In the most recent discovery of water on Mars, done by the Mars Express probe, the instrument which made the discovery was MARSIS, a low-frequency radar device. It used radar to penetrate through the surface and look for subsurface features. Liquid water is highly reflective in one wavelength the probe uses, so the underground lakes showed up as a bright spot.

Another option for detecting subsurface water is through doppler shifts in a probe on the surface, which allow you to see very precise rotation data. From the data, you can infer quite a bit about the planet's internal structure. NASA is using the InSight lander to do this on Mars, and there have been proposals for sending a dedicated probe to Titan, which usually include the same thing. This has the advantage of not requiring any extra hardware (you can listen in on doppler shifts in the regular communications); however, this will only work for subsurface oceans like the ones suspected to exist on Europa, Titan, Enceladus, etc., so it wouldn't have found the underground lake that Mars Express did.

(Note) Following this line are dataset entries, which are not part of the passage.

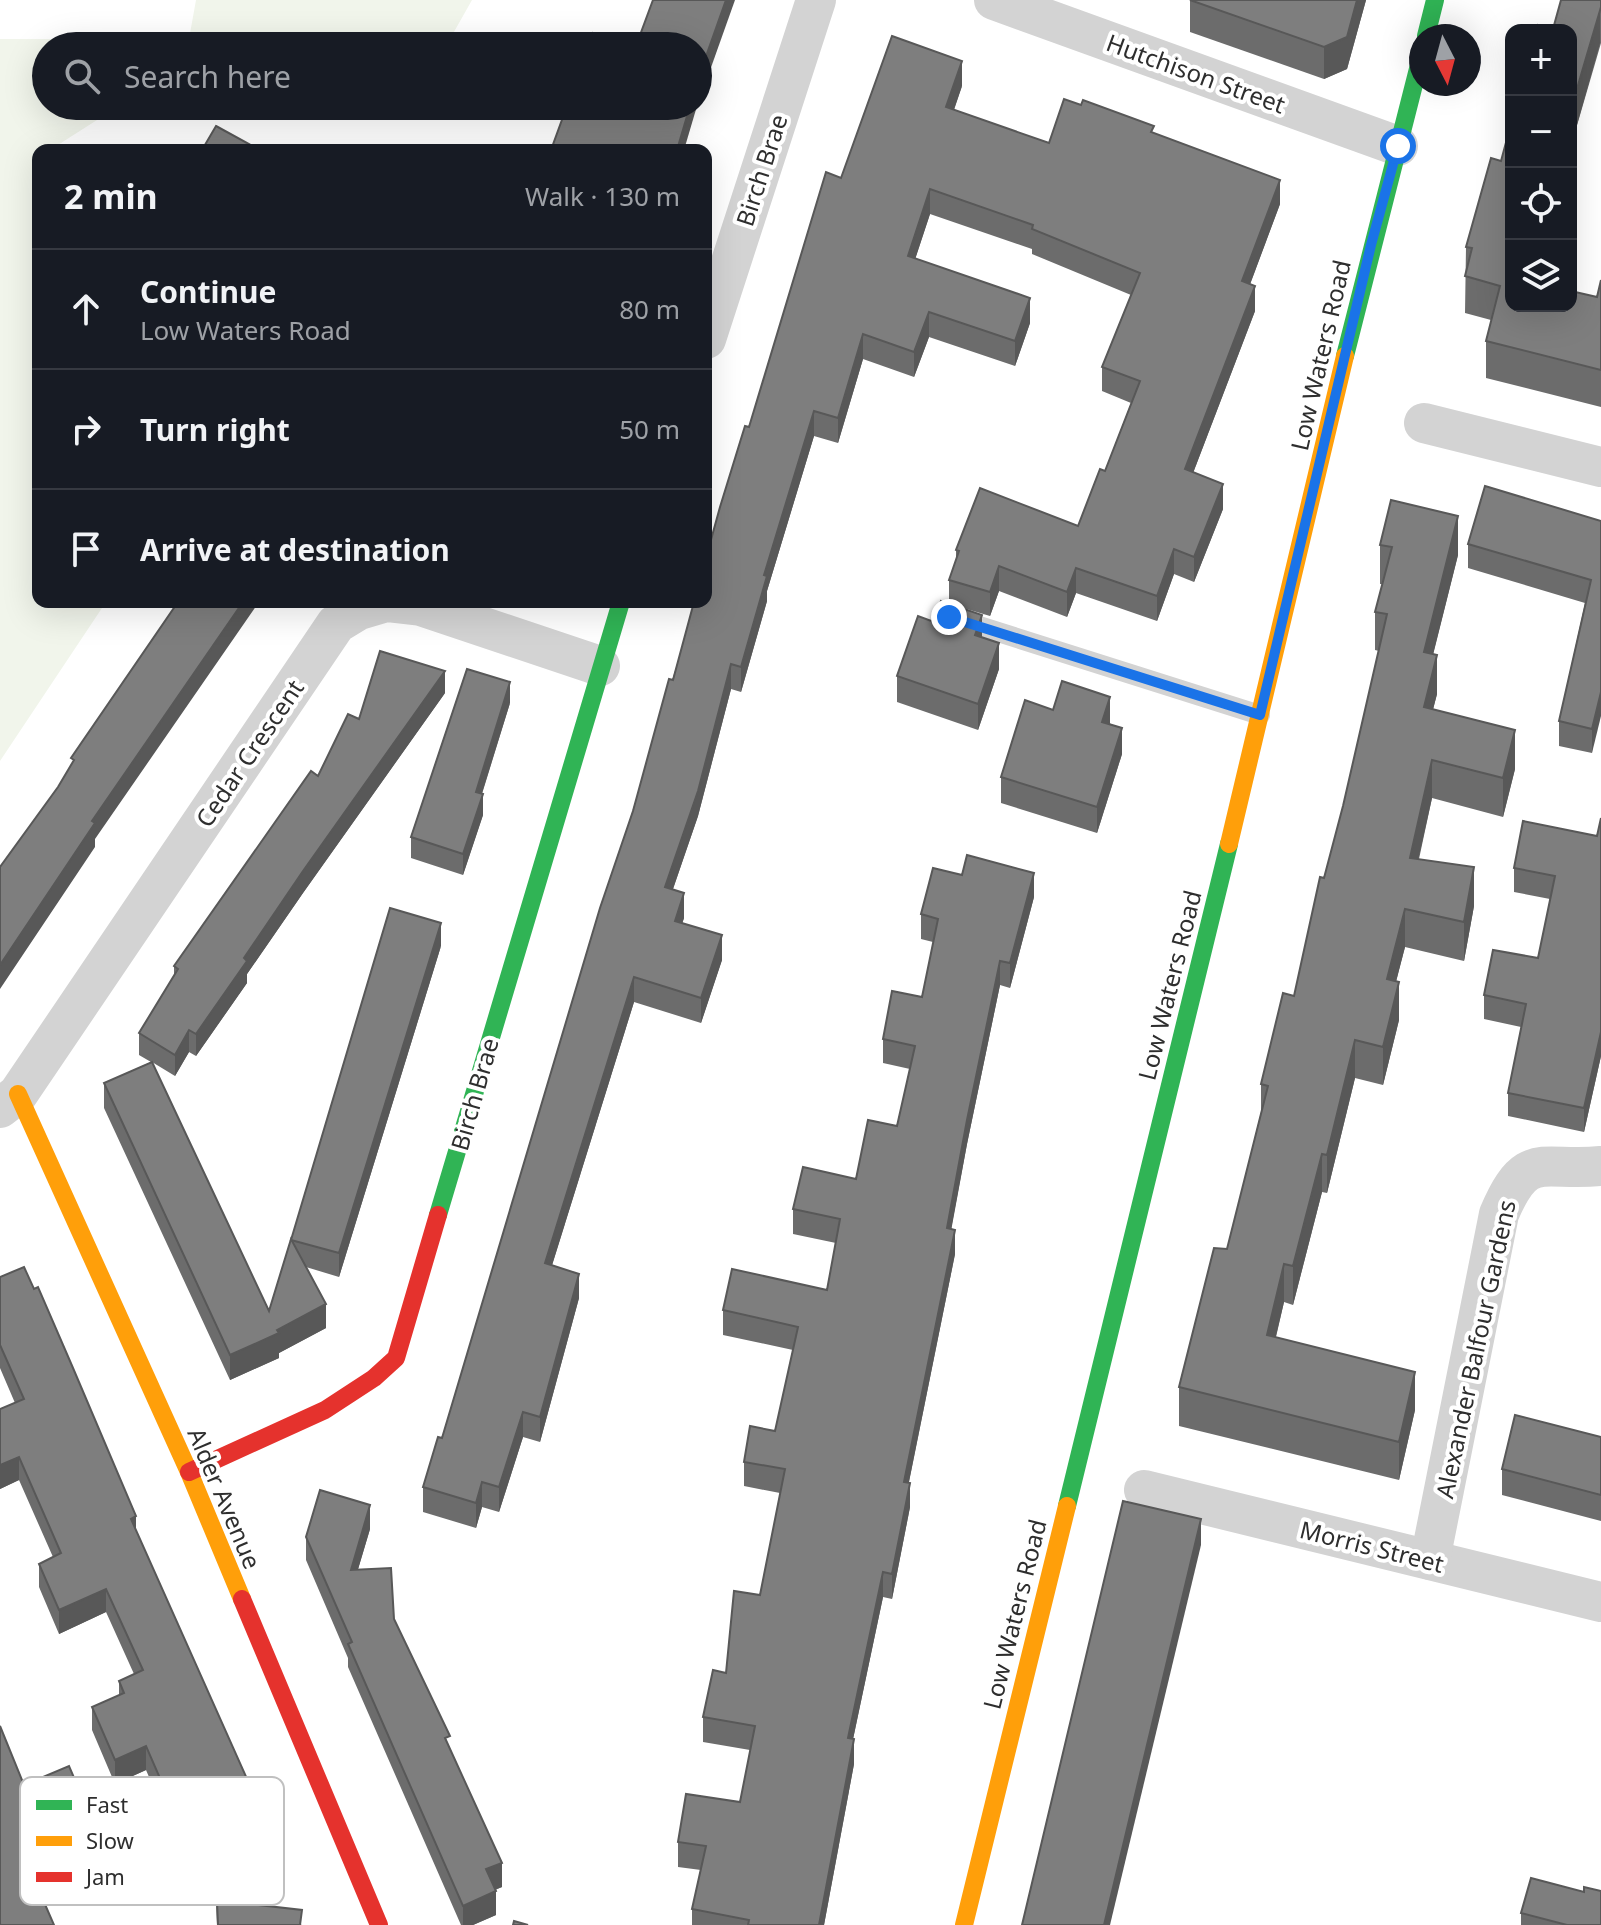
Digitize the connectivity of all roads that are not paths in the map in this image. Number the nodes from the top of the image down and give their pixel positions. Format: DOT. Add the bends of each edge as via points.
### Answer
graph roads {
  1 [pos="816,0"];
  2 [pos="994,0"];
  3 [pos="1435,0"];
  4 [pos="1429,24"];
  5 [pos="1411,96"];
  6 [pos="1398,146"];
  7 [pos="712,321"];
  8 [pos="1424,423"];
  9 [pos="1601,467"];
  10 [pos="366,608"];
  11 [pos="433,608"];
  12 [pos="619,608"];
  13 [pos="949,617"];
  14 [pos="600,666"];
  15 [pos="1260,715"];
  16 [pos="9,1101"];
  17 [pos="1601,1166"];
  18 [pos="189,1472"];
  19 [pos="1144,1490"];
  20 [pos="1430,1560"];
  21 [pos="1601,1602"];
  22 [pos="379,1925"];
  23 [pos="964,1925"];
  1 -- 7 [label="street, Birch Brae"];
  2 -- 6 [label="street, Hutchison Street"];
  3 -- 4 [label="main road"];
  5 -- 6 [label="main road, Low Waters Road"];
  6 -- 15 [label="main road, Low Waters Road"];
  8 -- 9 [label="street"];
  10 -- 16 [label="street, Cedar Crescent" via="336,624"];
  11 -- 14 [label="street, Cedar Crescent"];
  12 -- 14 [label="main road, Birch Brae"];
  13 -- 15 [label="lane"];
  14 -- 18 [label="main road, Birch Brae" via="396,1358 369,1385 332,1407"];
  15 -- 23 [label="main road, Low Waters Road"];
  16 -- 18 [label="main road, Alder Avenue"];
  17 -- 20 [label="street, Alexander Balfour Gardens" via="1539,1166 1512,1182 1499,1214"];
  18 -- 22 [label="main road, Alder Avenue"];
  19 -- 20 [label="street, Morris Street"];
  20 -- 21 [label="street, Morris Street"];
}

The Curiosity rover has science equipment for collecting detailed information on the composition of various rocks. It can record all the same spectral data as we can from on Earth, except on specific rocks instead of the surface of the planet as a whole. It also has access to some other methods that can't be used from Earth, like an Alpha Particle Spectrometer (shoot it with alpha particles and see what happens) for collecting even more detailed information.

As far as a sample returns go, looking for water or ice in rocks returned to Earth functions the same as looking for them in situ with a rover, you just don't have to be quite as selective about what instruments you use to analyze the rocks, though you have to be a lot more selective about which rocks you analyze.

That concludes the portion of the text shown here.